STT GDC India operates roughly 30 data centres across 10 Indian cities and more than 400 MW of critical IT-load capacity, on its own published numbers. Expansion is running ahead of the listing.

In February the company committed ₹4,200 crore (around $500m) to a 45 MW AI-ready campus in Chennai, and it has signed memorandums with the governments of Karnataka, Maharashtra, Telangana and Uttar Pradesh for further sites.

Timing helps explain the move. KKR and Singtel agreed in February to buy out STT GDC’s parent for about $5.2bn, taking the global platform fully private under a 75/25 split.

The Mumbai listing would be the first significant liquidity event for the India business under those new owners, and a way for Tata Communications to mark its minority stake at a public price.

It also places STT GDC near the front of a queue. Sify Infinit Spaces has SEBI clearance for a ₹3,700 crore ($440m) listing that will, when it prices, become the first pure-play data-centre IPO in India.

Yotta Data Services has signalled a $900m Mumbai listing aimed at the fourth quarter, valuing it at close to $6bn on its own GPU-heavy narrative.

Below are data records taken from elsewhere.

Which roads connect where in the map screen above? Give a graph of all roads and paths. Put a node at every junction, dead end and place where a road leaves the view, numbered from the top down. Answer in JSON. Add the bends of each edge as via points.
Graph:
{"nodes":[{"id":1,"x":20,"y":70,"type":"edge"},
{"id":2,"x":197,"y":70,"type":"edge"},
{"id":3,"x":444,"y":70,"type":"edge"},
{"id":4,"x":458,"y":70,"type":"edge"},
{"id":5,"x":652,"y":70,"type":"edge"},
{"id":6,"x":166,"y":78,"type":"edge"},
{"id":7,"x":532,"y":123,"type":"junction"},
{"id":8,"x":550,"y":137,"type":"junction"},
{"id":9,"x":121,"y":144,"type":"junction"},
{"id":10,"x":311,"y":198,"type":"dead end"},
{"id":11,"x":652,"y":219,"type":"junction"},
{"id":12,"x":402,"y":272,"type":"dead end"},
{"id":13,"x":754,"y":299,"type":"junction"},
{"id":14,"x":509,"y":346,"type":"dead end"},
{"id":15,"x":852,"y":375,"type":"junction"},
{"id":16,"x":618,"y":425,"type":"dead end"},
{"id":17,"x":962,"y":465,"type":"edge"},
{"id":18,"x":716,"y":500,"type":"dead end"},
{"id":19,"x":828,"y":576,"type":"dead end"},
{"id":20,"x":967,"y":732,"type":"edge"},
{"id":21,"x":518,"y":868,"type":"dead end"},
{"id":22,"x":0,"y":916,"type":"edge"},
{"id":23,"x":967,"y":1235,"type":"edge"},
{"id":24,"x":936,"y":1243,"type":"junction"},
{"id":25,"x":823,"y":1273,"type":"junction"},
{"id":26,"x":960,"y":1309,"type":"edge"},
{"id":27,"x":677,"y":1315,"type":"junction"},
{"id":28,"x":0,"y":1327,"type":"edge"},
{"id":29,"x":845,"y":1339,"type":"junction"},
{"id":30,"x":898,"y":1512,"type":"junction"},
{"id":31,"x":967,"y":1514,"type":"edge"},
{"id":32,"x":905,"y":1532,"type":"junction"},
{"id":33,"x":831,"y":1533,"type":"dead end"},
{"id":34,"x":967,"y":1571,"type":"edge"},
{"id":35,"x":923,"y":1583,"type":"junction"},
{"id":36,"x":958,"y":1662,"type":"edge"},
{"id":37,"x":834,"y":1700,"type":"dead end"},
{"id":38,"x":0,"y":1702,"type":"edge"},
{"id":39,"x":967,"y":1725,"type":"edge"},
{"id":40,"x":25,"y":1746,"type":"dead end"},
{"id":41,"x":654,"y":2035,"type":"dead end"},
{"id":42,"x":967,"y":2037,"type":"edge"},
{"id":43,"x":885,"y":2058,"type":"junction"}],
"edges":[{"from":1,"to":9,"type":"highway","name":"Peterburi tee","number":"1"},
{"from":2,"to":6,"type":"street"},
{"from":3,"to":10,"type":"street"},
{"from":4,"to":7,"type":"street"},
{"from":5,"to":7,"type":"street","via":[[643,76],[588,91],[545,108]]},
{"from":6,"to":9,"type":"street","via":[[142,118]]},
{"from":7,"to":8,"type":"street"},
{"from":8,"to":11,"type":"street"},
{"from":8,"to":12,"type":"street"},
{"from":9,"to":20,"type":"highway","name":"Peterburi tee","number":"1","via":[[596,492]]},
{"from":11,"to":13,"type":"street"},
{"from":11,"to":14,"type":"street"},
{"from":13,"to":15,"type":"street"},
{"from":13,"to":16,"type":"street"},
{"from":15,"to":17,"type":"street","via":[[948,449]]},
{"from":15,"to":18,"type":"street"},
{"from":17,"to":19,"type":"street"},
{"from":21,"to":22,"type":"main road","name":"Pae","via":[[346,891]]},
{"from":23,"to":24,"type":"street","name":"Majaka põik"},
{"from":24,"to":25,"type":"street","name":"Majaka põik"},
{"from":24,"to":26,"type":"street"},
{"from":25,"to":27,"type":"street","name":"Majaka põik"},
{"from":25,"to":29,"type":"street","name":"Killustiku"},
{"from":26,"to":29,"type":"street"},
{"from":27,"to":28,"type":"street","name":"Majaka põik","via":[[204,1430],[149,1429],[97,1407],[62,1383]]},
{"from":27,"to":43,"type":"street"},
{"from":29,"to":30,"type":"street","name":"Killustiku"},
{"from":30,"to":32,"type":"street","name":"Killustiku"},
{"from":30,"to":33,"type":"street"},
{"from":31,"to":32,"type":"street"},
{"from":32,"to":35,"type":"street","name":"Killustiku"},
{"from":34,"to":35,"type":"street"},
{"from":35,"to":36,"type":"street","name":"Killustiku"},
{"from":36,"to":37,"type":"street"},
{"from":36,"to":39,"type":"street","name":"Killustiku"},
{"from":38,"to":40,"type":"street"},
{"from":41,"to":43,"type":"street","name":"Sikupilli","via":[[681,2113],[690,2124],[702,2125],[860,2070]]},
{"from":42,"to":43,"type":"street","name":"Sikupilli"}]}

Globally, the comparable trade is already running. Blackstone has filed for a $1.75bn AI-era data-centre REIT, and Fervo’s $1.33bn IPO priced earlier this month into the same investor appetite for picks-and-shovels AI exposure.

The demand-side argument for an Indian listing is not subtle. Google has committed $15bn to a southern Indian data-centre hub, Microsoft $17.5bn to expand its footprint, and the country’s February budget added a 20-year tax holiday for foreign cloud customers anchoring capacity in India through 2047.

STT GDC India would be selling into the same hyperscaler pipeline its prospectus would have to name.

Two unknowns sit on top of the deal. The first is which banks land the mandate, and at what valuation they think the book will clear. The second is whether the IPO actually arrives in 2026 or slips into the first half of 2027. The pitch meetings will settle the first. The market will settle the second.